Self-evidently, there are two things that are totally not in any way going to be of use to you in this situation. The first is: a go-getting, business-savvy Looking Like You Have The Answers PowerPoint. The second is a bunch of slides which have your own ‘private and hastily written down thoughts’ on them. The former belong in a board room. The latter on your own notes, somewhere where the students can’t see them.
I completely agree with Sørensen that the best learning experiences can’t be predicted. They are spontaneous and link directly to the experiences, knowledge, and questions of the learners themselves. I also agree that most classrooms are now set up to encourage you to use slideshows, and most teaching institutions expect you to be able to upload slides, handouts and other class materials to an online platform to allow students to refer back to them. So rather than binning the programme altogether, a few humble thoughts and suggestions from me, if you’re feeling the PowerPoint blues.
- It’s a tool: you are in control of it, not the other way around. You know you don’t have to show the students all the slides, right? Sometimes you might not get to the end. Sometimes you might have got stuck on a topic that means you decide to skim other bits you’d planned. Tell them if you do this, and stick the whole slideshow up anyway. They can read without you doing it for them. Trust them to pursue the bits you didn’t have time to cover in class, or turn those bits into tasks and assignments for next time.
- It is absolutely possible to build ‘loop’ arguments into PowerPoint. Say you want to cover three big themes and use three very different, in-depth case studies, one for each. Produce the three slides of big themes, cover them one at a time, add in a recap slide for when you get back to the meta-level. If you’re explaining the topics well, they’ll follow you.
- Speaking of explaining the topics well, PowerPoint is not a replacement for your lecture notes. No one needs to see those but you. That way they can be as randomly scrawled, last-minute and disordered as you like. Just know what’s on the slides, if you choose to use them. Only write down on the slideshow the really crucial Give the students less text in PowerPoint: that way, they will still be encouraged to make their own notes (and thus absorb and process the information more effectively) and they won’t fall into a coma trying to read text-heavy presentations.

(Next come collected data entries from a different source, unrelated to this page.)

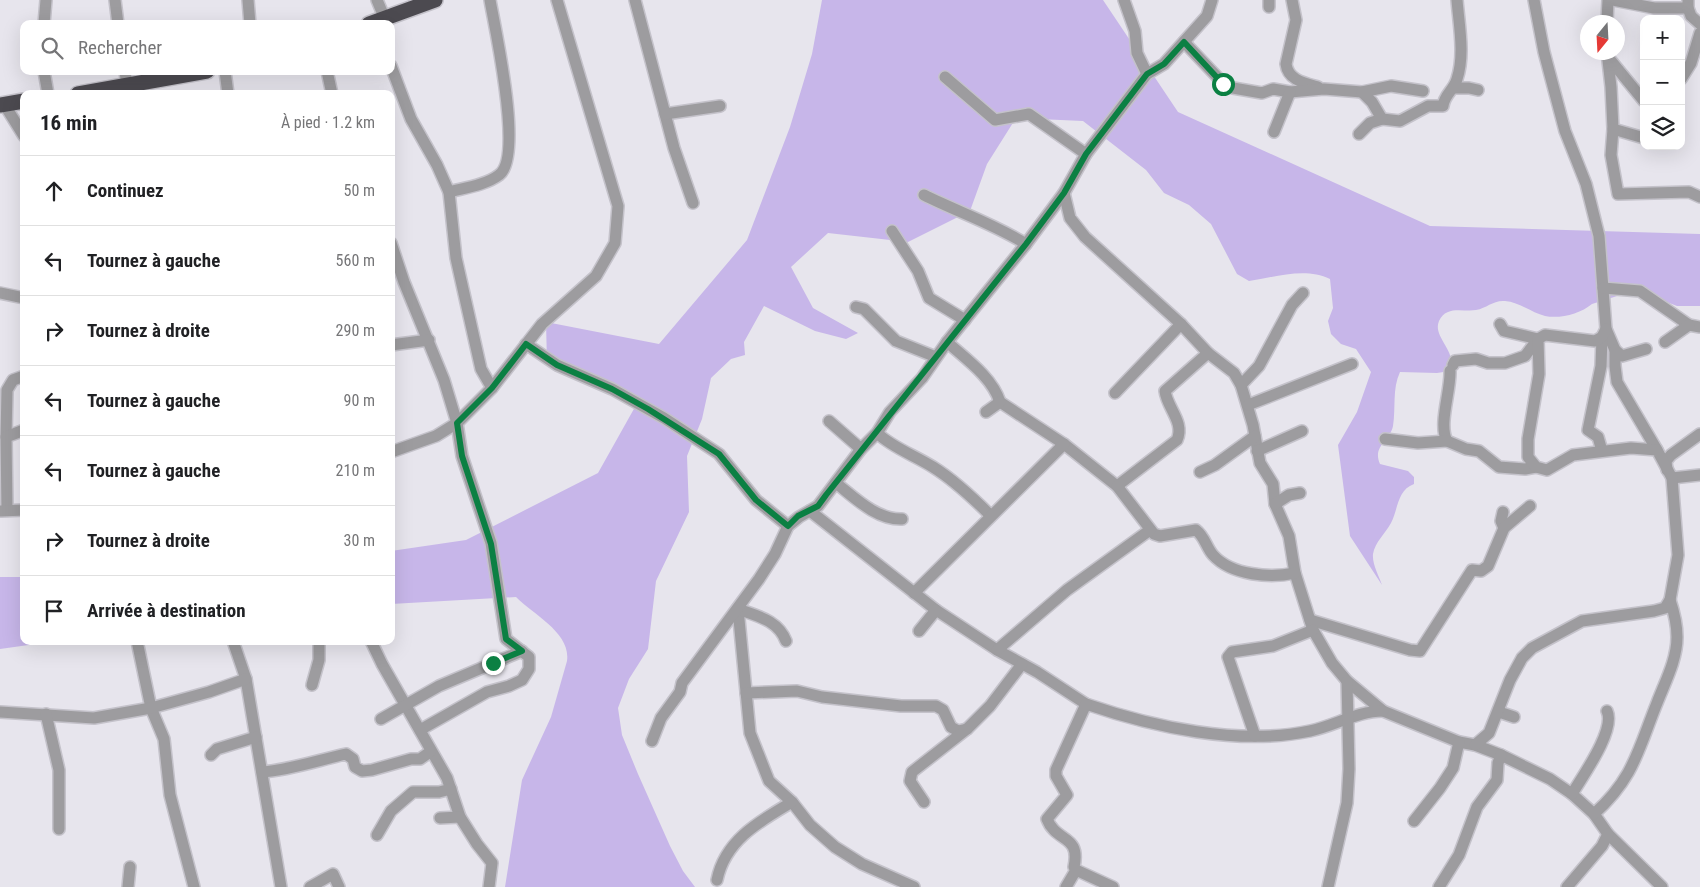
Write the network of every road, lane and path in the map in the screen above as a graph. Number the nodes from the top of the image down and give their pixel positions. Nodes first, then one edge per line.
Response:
1 (46, 0) edge
2 (115, 0) edge
3 (248, 0) edge
4 (377, 0) edge
5 (435, 0) edge
6 (490, 0) edge
7 (557, 0) edge
8 (635, 0) edge
9 (1124, 0) edge
10 (1212, 0) edge
11 (1292, 0) edge
12 (1458, 0) edge
13 (1534, 0) edge
14 (1608, 0) edge
15 (1613, 0) edge
16 (1688, 4) edge
17 (1607, 15) edge
18 (44, 20) edge
19 (118, 20) edge
20 (250, 20) edge
21 (377, 20) edge
22 (382, 20) edge
23 (1700, 24) edge
24 (1700, 34) edge
25 (1184, 42) junction
26 (1608, 60) edge
27 (1612, 60) edge
28 (1685, 73) edge
29 (1147, 74) junction
30 (45, 75) edge
31 (166, 75) edge
32 (225, 75) edge
33 (328, 75) edge
34 (394, 75) edge
35 (945, 77) dead end
36 (126, 79) edge
37 (1454, 88) junction
38 (1324, 89) junction
39 (47, 90) edge
40 (91, 90) edge
41 (227, 90) edge
42 (331, 90) edge
43 (1478, 90) dead end
44 (1422, 91) dead end
45 (1290, 92) junction
46 (1362, 92) junction
47 (1640, 96) edge
48 (20, 102) edge
49 (2, 104) edge
50 (720, 106) dead end
51 (665, 114) junction
52 (1382, 119) junction
53 (20, 130) edge
54 (1613, 130) junction
55 (1274, 132) dead end
56 (1359, 134) dead end
57 (1640, 137) edge
58 (1086, 154) junction
59 (449, 192) junction
60 (1064, 193) junction
61 (924, 195) dead end
62 (1700, 197) edge
63 (694, 203) dead end
64 (892, 230) dead end
65 (1026, 244) junction
66 (395, 255) edge
67 (1603, 288) junction
68 (0, 293) edge
69 (1303, 293) dead end
70 (20, 297) edge
71 (856, 307) dead end
72 (965, 320) junction
73 (1181, 324) junction
74 (1500, 324) dead end
75 (1697, 328) edge
76 (1604, 333) junction
77 (1538, 339) junction
78 (429, 340) junction
79 (947, 342) junction
80 (1665, 342) dead end
81 (395, 344) edge
82 (526, 344) junction
83 (1615, 350) junction
84 (1646, 350) dead end
85 (1208, 353) junction
86 (936, 357) junction
87 (1352, 364) dead end
88 (20, 377) edge
89 (1241, 385) junction
90 (492, 388) junction
91 (1115, 393) dead end
92 (1000, 402) junction
93 (1248, 405) junction
94 (986, 412) dead end
95 (830, 421) dead end
96 (457, 423) junction
97 (1302, 431) dead end
98 (20, 432) edge
99 (877, 433) junction
100 (1700, 434) edge
101 (1254, 436) junction
102 (6, 437) junction
103 (1385, 439) dead end
104 (1447, 441) junction
105 (1064, 444) junction
106 (861, 449) junction
107 (1657, 450) junction
108 (395, 451) edge
109 (1257, 451) junction
110 (1602, 451) junction
111 (1536, 467) junction
112 (1200, 472) dead end
113 (1669, 474) junction
114 (1700, 475) edge
115 (836, 483) junction
116 (1117, 486) junction
117 (1300, 493) dead end
118 (1275, 504) junction
119 (1530, 506) dead end
120 (4, 510) edge
121 (20, 510) edge
122 (810, 511) junction
123 (1503, 512) dead end
124 (990, 516) junction
125 (902, 519) dead end
126 (788, 526) junction
127 (1504, 528) junction
128 (1150, 530) junction
129 (1296, 573) junction
130 (914, 593) junction
131 (1670, 600) junction
132 (738, 609) junction
133 (936, 610) junction
134 (1312, 625) junction
135 (919, 631) dead end
136 (786, 641) dead end
137 (138, 645) edge
138 (234, 645) edge
139 (320, 645) edge
140 (373, 645) edge
141 (996, 650) junction
142 (522, 651) junction
143 (1022, 664) junction
144 (246, 679) junction
145 (1347, 681) junction
146 (312, 685) dead end
147 (746, 693) junction
148 (1086, 704) junction
149 (406, 706) junction
150 (151, 708) junction
151 (1383, 711) junction
152 (1607, 711) dead end
153 (0, 712) edge
154 (1499, 712) junction
155 (46, 714) junction
156 (1514, 716) dead end
157 (381, 719) dead end
158 (1348, 720) junction
159 (966, 729) junction
160 (420, 730) junction
161 (1255, 736) junction
162 (256, 738) junction
163 (652, 742) dead end
164 (1459, 742) junction
165 (1475, 745) junction
166 (430, 752) junction
167 (211, 755) dead end
168 (1501, 755) junction
169 (262, 772) junction
170 (451, 789) junction
171 (1572, 794) junction
172 (792, 802) junction
173 (924, 802) dead end
174 (1594, 814) junction
175 (460, 817) junction
176 (440, 818) dead end
177 (1414, 821) dead end
178 (59, 830) dead end
179 (1608, 834) junction
180 (377, 835) dead end
181 (130, 867) dead end
182 (1076, 870) junction
183 (717, 880) dead end
184 (908, 886) edge
185 (128, 887) edge
186 (194, 887) edge
187 (281, 887) edge
188 (310, 887) edge
189 (339, 887) edge
190 (489, 887) edge
191 (1066, 887) edge
192 (1112, 887) edge
193 (1328, 887) edge
194 (1439, 887) edge
195 (1567, 887) edge
196 (1662, 887) edge

1 - 18 street
2 - 19 street
3 - 20 street
4 - 21 street
5 - 22 highway
6 - 59 street
7 - 82 street
8 - 51 street
9 - 29 street
10 - 25 street
11 - 38 street
12 - 37 street
13 - 67 street
14 - 17 street
15 - 16 street
16 - 23 street
24 - 28 street
25 - 29 street
25 - 45 street
26 - 54 street
27 - 47 street
29 - 58 street
30 - 39 street
31 - 36 highway
32 - 41 street
33 - 42 street
34 - 59 street
35 - 58 street
36 - 40 highway
37 - 43 street
37 - 52 street
38 - 45 street
38 - 46 street
44 - 46 street
45 - 55 street
46 - 52 street
48 - 49 highway
49 - 53 street
50 - 51 street
51 - 63 street
52 - 56 street
54 - 57 street
54 - 62 street
58 - 60 street
59 - 90 street
60 - 65 street
60 - 73 street
61 - 65 street
64 - 72 street
65 - 72 street
66 - 78 street
67 - 75 street
67 - 76 street
68 - 70 street
69 - 89 street
71 - 86 street
72 - 79 street
73 - 85 street
73 - 91 street
74 - 77 street
75 - 80 street
76 - 77 street
76 - 83 street
76 - 110 street
77 - 104 street
77 - 111 street
78 - 81 street
78 - 96 street
79 - 86 street
79 - 92 street
82 - 90 street
82 - 126 street
83 - 84 street
83 - 107 street
85 - 89 street
85 - 116 street
86 - 99 street
87 - 93 street
88 - 102 street
89 - 93 street
90 - 96 street
92 - 94 street
92 - 105 street
93 - 101 street
95 - 106 street
96 - 108 street
96 - 142 street
97 - 109 street
98 - 102 street
99 - 106 street
99 - 124 street
100 - 113 street
101 - 109 street
101 - 112 street
102 - 120 street
103 - 104 street
104 - 111 street
105 - 116 street
105 - 124 street
106 - 115 street
107 - 110 street
107 - 113 street
109 - 118 street
110 - 111 street
113 - 114 street
113 - 131 street
115 - 122 street
115 - 125 street
116 - 128 street
117 - 118 street
118 - 129 street
119 - 127 street
120 - 121 street
122 - 126 street
122 - 130 street
123 - 127 street
124 - 130 street
126 - 132 street
127 - 134 street
128 - 129 street
128 - 141 street
129 - 134 street
130 - 133 street
131 - 154 street
131 - 174 street
132 - 136 street
132 - 147 street
132 - 163 street
133 - 135 street
133 - 141 street
134 - 145 street
134 - 161 street
137 - 150 street
138 - 144 street
139 - 146 street
140 - 149 street
141 - 143 street
142 - 149 street
142 - 160 street
143 - 148 street
143 - 159 street
144 - 150 street
144 - 162 street
145 - 151 street
145 - 158 street
147 - 159 street
147 - 172 street
148 - 161 street
148 - 182 street
149 - 157 street
149 - 160 street
150 - 155 street
150 - 186 street
151 - 158 street
151 - 164 street
152 - 171 street
153 - 155 street
154 - 156 street
154 - 165 street
155 - 178 street
158 - 161 street
158 - 193 street
159 - 173 street
160 - 166 street
162 - 167 street
162 - 169 street
164 - 165 street
164 - 177 street
165 - 168 street
166 - 169 street
166 - 170 street
168 - 171 street
168 - 194 street
169 - 187 street
170 - 175 street
170 - 180 street
171 - 174 street
172 - 183 street
172 - 184 street
174 - 179 street
175 - 176 street
175 - 190 street
179 - 195 street
179 - 196 street
181 - 185 street
182 - 191 street
182 - 192 street
188 - 189 street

- A lesson is not a presentation. And most lectures are no longer simple ‘chalk and talk’ sessions. Students and teachers expect interaction. So don’t keep the wretched thing locked in presentation mode. On several occasions I’ve left slides blank in lectures, come out of the presentation mode to gather thoughts from the class after a discussion, typed them in and then saved and uploaded the slideshow with the students’ own ideas included.
Last but not least, since PowerPoint (or Prezi, or whatever else you’re using) is one tool among many, don’t rely on it exclusively. Use a board marker, or handouts, or flip-charts, or cuddly toys, or juggling balls, or chocolate bars, or anything else that’s going to get your learners learning – and yes, I’ve seen sessions with all of these things included – and don’t let the constraints of ‘formal function’, whether of software, the layout of the room, or the tone you might be expected to take in the session, get in the way. You wouldn’t think much of a TV gardener if they insisted on attempting to renovate an entire garden using only one spade, and then complained that it was wrecking some of the plants, would you? Think more creatively about how to tend your charges. It’s so much more rewarding when you can actually help them to grow.